Data to examine
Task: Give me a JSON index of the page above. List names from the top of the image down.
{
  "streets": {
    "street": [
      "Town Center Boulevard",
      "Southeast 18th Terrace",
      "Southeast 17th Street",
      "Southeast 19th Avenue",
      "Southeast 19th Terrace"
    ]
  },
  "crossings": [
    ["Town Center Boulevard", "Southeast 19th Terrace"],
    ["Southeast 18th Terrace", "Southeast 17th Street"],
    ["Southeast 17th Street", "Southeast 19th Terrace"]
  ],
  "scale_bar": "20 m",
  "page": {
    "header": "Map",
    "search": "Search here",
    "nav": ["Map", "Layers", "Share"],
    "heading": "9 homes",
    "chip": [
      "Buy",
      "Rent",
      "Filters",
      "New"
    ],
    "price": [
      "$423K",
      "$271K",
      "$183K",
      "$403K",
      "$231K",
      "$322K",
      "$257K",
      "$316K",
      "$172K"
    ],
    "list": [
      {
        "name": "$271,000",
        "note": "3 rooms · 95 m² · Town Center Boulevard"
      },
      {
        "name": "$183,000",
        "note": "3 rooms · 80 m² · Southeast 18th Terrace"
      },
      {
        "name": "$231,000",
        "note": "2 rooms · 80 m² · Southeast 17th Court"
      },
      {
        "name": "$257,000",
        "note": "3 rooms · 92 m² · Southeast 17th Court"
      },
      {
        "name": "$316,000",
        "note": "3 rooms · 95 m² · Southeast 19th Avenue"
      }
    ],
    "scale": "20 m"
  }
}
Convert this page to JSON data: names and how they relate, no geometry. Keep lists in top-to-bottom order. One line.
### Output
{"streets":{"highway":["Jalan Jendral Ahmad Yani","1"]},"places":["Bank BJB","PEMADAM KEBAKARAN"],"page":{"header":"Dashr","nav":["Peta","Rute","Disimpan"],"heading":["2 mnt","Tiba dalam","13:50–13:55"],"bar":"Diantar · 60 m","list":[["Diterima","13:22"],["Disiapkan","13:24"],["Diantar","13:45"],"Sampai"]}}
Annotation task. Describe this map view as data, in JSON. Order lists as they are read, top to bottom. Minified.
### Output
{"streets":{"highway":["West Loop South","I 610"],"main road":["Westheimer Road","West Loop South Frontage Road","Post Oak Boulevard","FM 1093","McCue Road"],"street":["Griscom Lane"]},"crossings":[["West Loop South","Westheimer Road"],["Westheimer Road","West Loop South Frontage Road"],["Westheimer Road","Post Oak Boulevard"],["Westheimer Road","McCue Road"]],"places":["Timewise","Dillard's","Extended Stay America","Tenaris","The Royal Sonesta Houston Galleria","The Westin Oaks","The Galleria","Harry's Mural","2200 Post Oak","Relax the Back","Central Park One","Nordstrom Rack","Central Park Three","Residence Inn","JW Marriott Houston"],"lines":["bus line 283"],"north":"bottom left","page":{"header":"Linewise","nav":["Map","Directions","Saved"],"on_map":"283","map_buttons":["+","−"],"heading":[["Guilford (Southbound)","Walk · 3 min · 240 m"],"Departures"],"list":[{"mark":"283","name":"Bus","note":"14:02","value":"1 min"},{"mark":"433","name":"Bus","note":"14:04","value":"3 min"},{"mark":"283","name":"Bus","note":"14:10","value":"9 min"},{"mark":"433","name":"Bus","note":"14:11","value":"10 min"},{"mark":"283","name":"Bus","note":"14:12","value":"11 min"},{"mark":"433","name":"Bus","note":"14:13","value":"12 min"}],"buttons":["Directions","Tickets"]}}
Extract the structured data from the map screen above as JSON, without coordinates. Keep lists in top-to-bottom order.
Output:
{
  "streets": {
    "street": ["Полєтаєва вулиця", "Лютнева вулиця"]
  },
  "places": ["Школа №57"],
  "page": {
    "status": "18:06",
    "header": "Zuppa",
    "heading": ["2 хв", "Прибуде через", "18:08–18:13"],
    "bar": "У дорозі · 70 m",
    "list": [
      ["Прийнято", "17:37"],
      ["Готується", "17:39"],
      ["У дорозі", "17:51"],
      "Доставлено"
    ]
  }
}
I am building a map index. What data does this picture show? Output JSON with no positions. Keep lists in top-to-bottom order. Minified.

Exercise directions
Give the listing again, word for word.

Answer for the task
Task: Give me a JSON index of the page above. List names from the top of the image down.
{
  "streets": {
    "street": [
      "Town Center Boulevard",
      "Southeast 18th Terrace",
      "Southeast 17th Street",
      "Southeast 19th Avenue",
      "Southeast 19th Terrace"
    ]
  },
  "crossings": [
    ["Town Center Boulevard", "Southeast 19th Terrace"],
    ["Southeast 18th Terrace", "Southeast 17th Street"],
    ["Southeast 17th Street", "Southeast 19th Terrace"]
  ],
  "scale_bar": "20 m",
  "page": {
    "header": "Map",
    "search": "Search here",
    "nav": ["Map", "Layers", "Share"],
    "heading": "9 homes",
    "chip": [
      "Buy",
      "Rent",
      "Filters",
      "New"
    ],
    "price": [
      "$423K",
      "$271K",
      "$183K",
      "$403K",
      "$231K",
      "$322K",
      "$257K",
      "$316K",
      "$172K"
    ],
    "list": [
      {
        "name": "$271,000",
        "note": "3 rooms · 95 m² · Town Center Boulevard"
      },
      {
        "name": "$183,000",
        "note": "3 rooms · 80 m² · Southeast 18th Terrace"
      },
      {
        "name": "$231,000",
        "note": "2 rooms · 80 m² · Southeast 17th Court"
      },
      {
        "name": "$257,000",
        "note": "3 rooms · 92 m² · Southeast 17th Court"
      },
      {
        "name": "$316,000",
        "note": "3 rooms · 95 m² · Southeast 19th Avenue"
      }
    ],
    "scale": "20 m"
  }
}
Convert this page to JSON data: names and how they relate, no geometry. Keep lists in top-to-bottom order. One line.
### Output
{"streets":{"highway":["Jalan Jendral Ahmad Yani","1"]},"places":["Bank BJB","PEMADAM KEBAKARAN"],"page":{"header":"Dashr","nav":["Peta","Rute","Disimpan"],"heading":["2 mnt","Tiba dalam","13:50–13:55"],"bar":"Diantar · 60 m","list":[["Diterima","13:22"],["Disiapkan","13:24"],["Diantar","13:45"],"Sampai"]}}
Annotation task. Describe this map view as data, in JSON. Order lists as they are read, top to bottom. Minified.
### Output
{"streets":{"highway":["West Loop South","I 610"],"main road":["Westheimer Road","West Loop South Frontage Road","Post Oak Boulevard","FM 1093","McCue Road"],"street":["Griscom Lane"]},"crossings":[["West Loop South","Westheimer Road"],["Westheimer Road","West Loop South Frontage Road"],["Westheimer Road","Post Oak Boulevard"],["Westheimer Road","McCue Road"]],"places":["Timewise","Dillard's","Extended Stay America","Tenaris","The Royal Sonesta Houston Galleria","The Westin Oaks","The Galleria","Harry's Mural","2200 Post Oak","Relax the Back","Central Park One","Nordstrom Rack","Central Park Three","Residence Inn","JW Marriott Houston"],"lines":["bus line 283"],"north":"bottom left","page":{"header":"Linewise","nav":["Map","Directions","Saved"],"on_map":"283","map_buttons":["+","−"],"heading":[["Guilford (Southbound)","Walk · 3 min · 240 m"],"Departures"],"list":[{"mark":"283","name":"Bus","note":"14:02","value":"1 min"},{"mark":"433","name":"Bus","note":"14:04","value":"3 min"},{"mark":"283","name":"Bus","note":"14:10","value":"9 min"},{"mark":"433","name":"Bus","note":"14:11","value":"10 min"},{"mark":"283","name":"Bus","note":"14:12","value":"11 min"},{"mark":"433","name":"Bus","note":"14:13","value":"12 min"}],"buttons":["Directions","Tickets"]}}
Extract the structured data from the map screen above as JSON, without coordinates. Keep lists in top-to-bottom order.
Output:
{
  "streets": {
    "street": ["Полєтаєва вулиця", "Лютнева вулиця"]
  },
  "places": ["Школа №57"],
  "page": {
    "status": "18:06",
    "header": "Zuppa",
    "heading": ["2 хв", "Прибуде через", "18:08–18:13"],
    "bar": "У дорозі · 70 m",
    "list": [
      ["Прийнято", "17:37"],
      ["Готується", "17:39"],
      ["У дорозі", "17:51"],
      "Доставлено"
    ]
  }
}
I am building a map index. What data does this picture show? Output JSON with no positions. Keep lists in top-to-bottom order. Minified.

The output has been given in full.